Instructions to follow - Set down every line of the data exactly, skipping the pictures.

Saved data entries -

----

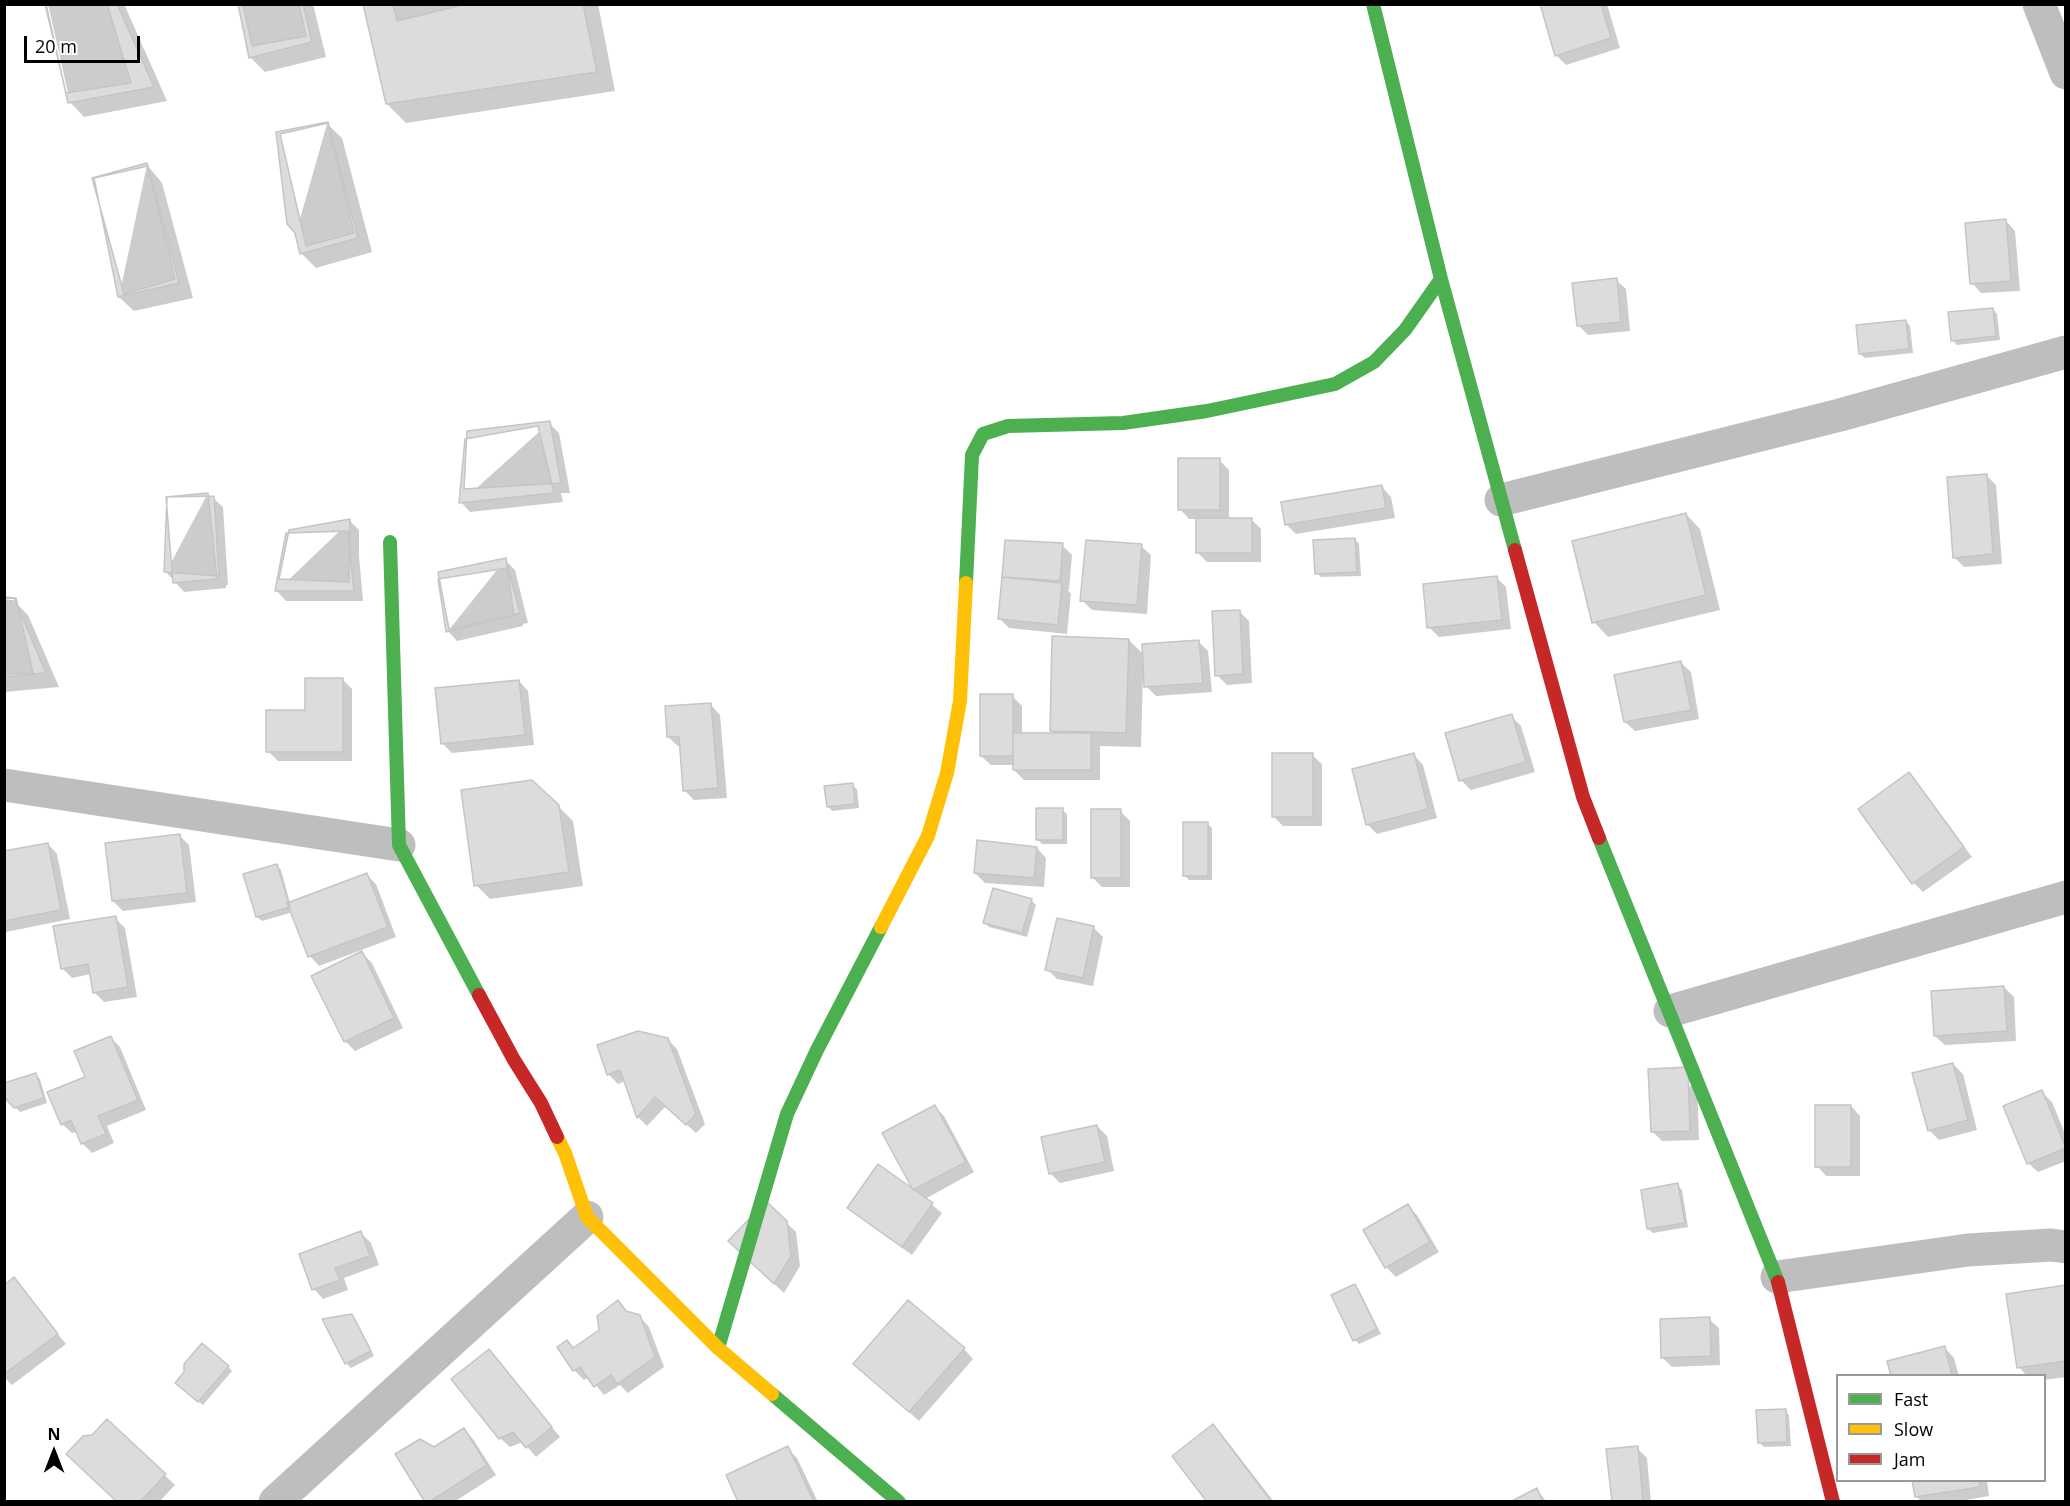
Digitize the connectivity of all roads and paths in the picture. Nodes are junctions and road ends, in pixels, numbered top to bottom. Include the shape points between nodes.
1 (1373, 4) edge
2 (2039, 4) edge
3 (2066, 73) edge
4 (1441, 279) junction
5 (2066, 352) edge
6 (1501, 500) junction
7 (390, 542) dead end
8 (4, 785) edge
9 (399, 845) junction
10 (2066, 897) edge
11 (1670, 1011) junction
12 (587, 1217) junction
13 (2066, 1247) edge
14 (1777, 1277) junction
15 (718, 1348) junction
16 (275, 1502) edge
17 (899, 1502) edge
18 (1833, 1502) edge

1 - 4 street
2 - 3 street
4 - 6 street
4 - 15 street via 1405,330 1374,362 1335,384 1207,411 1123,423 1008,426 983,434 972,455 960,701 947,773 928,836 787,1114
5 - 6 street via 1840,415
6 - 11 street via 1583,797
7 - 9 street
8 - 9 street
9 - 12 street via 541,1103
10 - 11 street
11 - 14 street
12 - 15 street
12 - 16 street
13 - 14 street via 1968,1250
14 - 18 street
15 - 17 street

----

Written answer -
Digitize the connectivity of all roads and paths in the picture. Nodes are junctions and road ends, in pixels, numbered top to bottom. Include the shape points between nodes.
1 (1373, 4) edge
2 (2039, 4) edge
3 (2066, 73) edge
4 (1441, 279) junction
5 (2066, 352) edge
6 (1501, 500) junction
7 (390, 542) dead end
8 (4, 785) edge
9 (399, 845) junction
10 (2066, 897) edge
11 (1670, 1011) junction
12 (587, 1217) junction
13 (2066, 1247) edge
14 (1777, 1277) junction
15 (718, 1348) junction
16 (275, 1502) edge
17 (899, 1502) edge
18 (1833, 1502) edge

1 - 4 street
2 - 3 street
4 - 6 street
4 - 15 street via 1405,330 1374,362 1335,384 1207,411 1123,423 1008,426 983,434 972,455 960,701 947,773 928,836 787,1114
5 - 6 street via 1840,415
6 - 11 street via 1583,797
7 - 9 street
8 - 9 street
9 - 12 street via 541,1103
10 - 11 street
11 - 14 street
12 - 15 street
12 - 16 street
13 - 14 street via 1968,1250
14 - 18 street
15 - 17 street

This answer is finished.